Marsilio ha riconosciuto a Lolli l'onore delle armi: "Hai svolto un duro lavoro in una condizione difficile, a metà tra la pienezza dei poteri e la supplenza, trovandoti in situazioni a volte delicate alle quali hai fatto fronte con equilibrio e saggezza. Qualità che ti riconosco da tempo perché so quanto vali come persona e uomo politico. E ti invidio un po' perché almeno nei prossimi giorn potrai goderti una meritata vacanza".

"Sento tutto il peso e l'emozione di una grande responsabilità" ha detto Marsilio "Condivido l'analisi che ha fatto Lolli, non a caso il programma elettorale della coalizione di centrodestra ha puntato molto sulle infrastrutture. Siamo tutti d'accordo che questa regione sarebbe in grado di moltiplicare la propria capacità di produzione di ricchezza e di benessere se riuscisse a risolvere alcune importanti vertenze, che vanno affrontare non solo nei tavoli locali ma anche su quelli nazionali e europei, dove si fanno le scelte strategiche. Spero di avere la forza, la serenità e la lucidità per affrontare tutte le emergenze, i problemi e i dossier di cui saranno ricche le mie giornate.
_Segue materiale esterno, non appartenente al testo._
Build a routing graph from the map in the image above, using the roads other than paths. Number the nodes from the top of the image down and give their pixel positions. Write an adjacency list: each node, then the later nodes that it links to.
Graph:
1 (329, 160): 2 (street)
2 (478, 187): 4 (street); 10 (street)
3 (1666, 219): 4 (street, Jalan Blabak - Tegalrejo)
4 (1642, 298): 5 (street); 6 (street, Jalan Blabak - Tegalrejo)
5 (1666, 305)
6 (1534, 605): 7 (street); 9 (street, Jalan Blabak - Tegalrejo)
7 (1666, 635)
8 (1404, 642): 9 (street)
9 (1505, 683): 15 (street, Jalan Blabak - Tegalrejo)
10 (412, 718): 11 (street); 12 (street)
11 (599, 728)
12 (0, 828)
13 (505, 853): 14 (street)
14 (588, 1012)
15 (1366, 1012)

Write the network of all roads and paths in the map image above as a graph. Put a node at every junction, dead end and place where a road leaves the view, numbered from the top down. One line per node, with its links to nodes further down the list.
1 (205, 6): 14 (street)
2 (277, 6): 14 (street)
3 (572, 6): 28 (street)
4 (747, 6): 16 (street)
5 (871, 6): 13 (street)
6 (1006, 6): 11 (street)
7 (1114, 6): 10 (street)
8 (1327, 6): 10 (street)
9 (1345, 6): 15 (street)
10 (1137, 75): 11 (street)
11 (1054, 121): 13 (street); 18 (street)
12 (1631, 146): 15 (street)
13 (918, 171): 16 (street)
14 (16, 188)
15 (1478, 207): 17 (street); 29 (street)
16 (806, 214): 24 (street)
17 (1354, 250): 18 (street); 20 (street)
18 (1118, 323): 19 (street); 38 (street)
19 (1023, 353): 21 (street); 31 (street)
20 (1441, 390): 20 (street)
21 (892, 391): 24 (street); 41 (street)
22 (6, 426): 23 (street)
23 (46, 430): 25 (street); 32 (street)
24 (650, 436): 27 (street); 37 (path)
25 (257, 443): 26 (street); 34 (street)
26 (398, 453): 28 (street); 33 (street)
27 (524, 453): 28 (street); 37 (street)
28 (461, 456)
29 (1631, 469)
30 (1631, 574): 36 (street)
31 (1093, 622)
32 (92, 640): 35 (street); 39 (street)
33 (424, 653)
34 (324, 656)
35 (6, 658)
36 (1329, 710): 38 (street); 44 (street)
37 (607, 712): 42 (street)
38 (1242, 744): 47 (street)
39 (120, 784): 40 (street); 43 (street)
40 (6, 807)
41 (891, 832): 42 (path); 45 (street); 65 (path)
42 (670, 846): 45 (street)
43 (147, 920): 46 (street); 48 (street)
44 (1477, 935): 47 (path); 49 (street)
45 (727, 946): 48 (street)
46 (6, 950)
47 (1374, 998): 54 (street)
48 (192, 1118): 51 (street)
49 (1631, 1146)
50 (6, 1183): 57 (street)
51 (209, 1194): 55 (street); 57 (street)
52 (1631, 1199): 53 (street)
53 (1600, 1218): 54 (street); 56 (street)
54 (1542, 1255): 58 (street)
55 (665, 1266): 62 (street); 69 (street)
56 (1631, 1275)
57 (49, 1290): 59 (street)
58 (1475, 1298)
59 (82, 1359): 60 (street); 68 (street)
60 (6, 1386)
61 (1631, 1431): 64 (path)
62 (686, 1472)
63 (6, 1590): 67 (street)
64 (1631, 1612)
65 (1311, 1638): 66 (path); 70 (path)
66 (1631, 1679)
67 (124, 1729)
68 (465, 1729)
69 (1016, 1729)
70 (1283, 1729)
Cercherò di comporre una squadra che mi aiuti a dividere il peso di queste responsabilità e a fare in modo che si riesca ad andare avanti assumendo le decisioni che i nostri cittadini aspettano".

"Alla coalizione" ha poi affermato Marsilio "chiedo di aiutarmi a portare avanti questo immane lavoro mentre alle opposizioni di lavorare insieme e di sfidarci sulla qualtià della prorposte, ma non per bloccare le cose".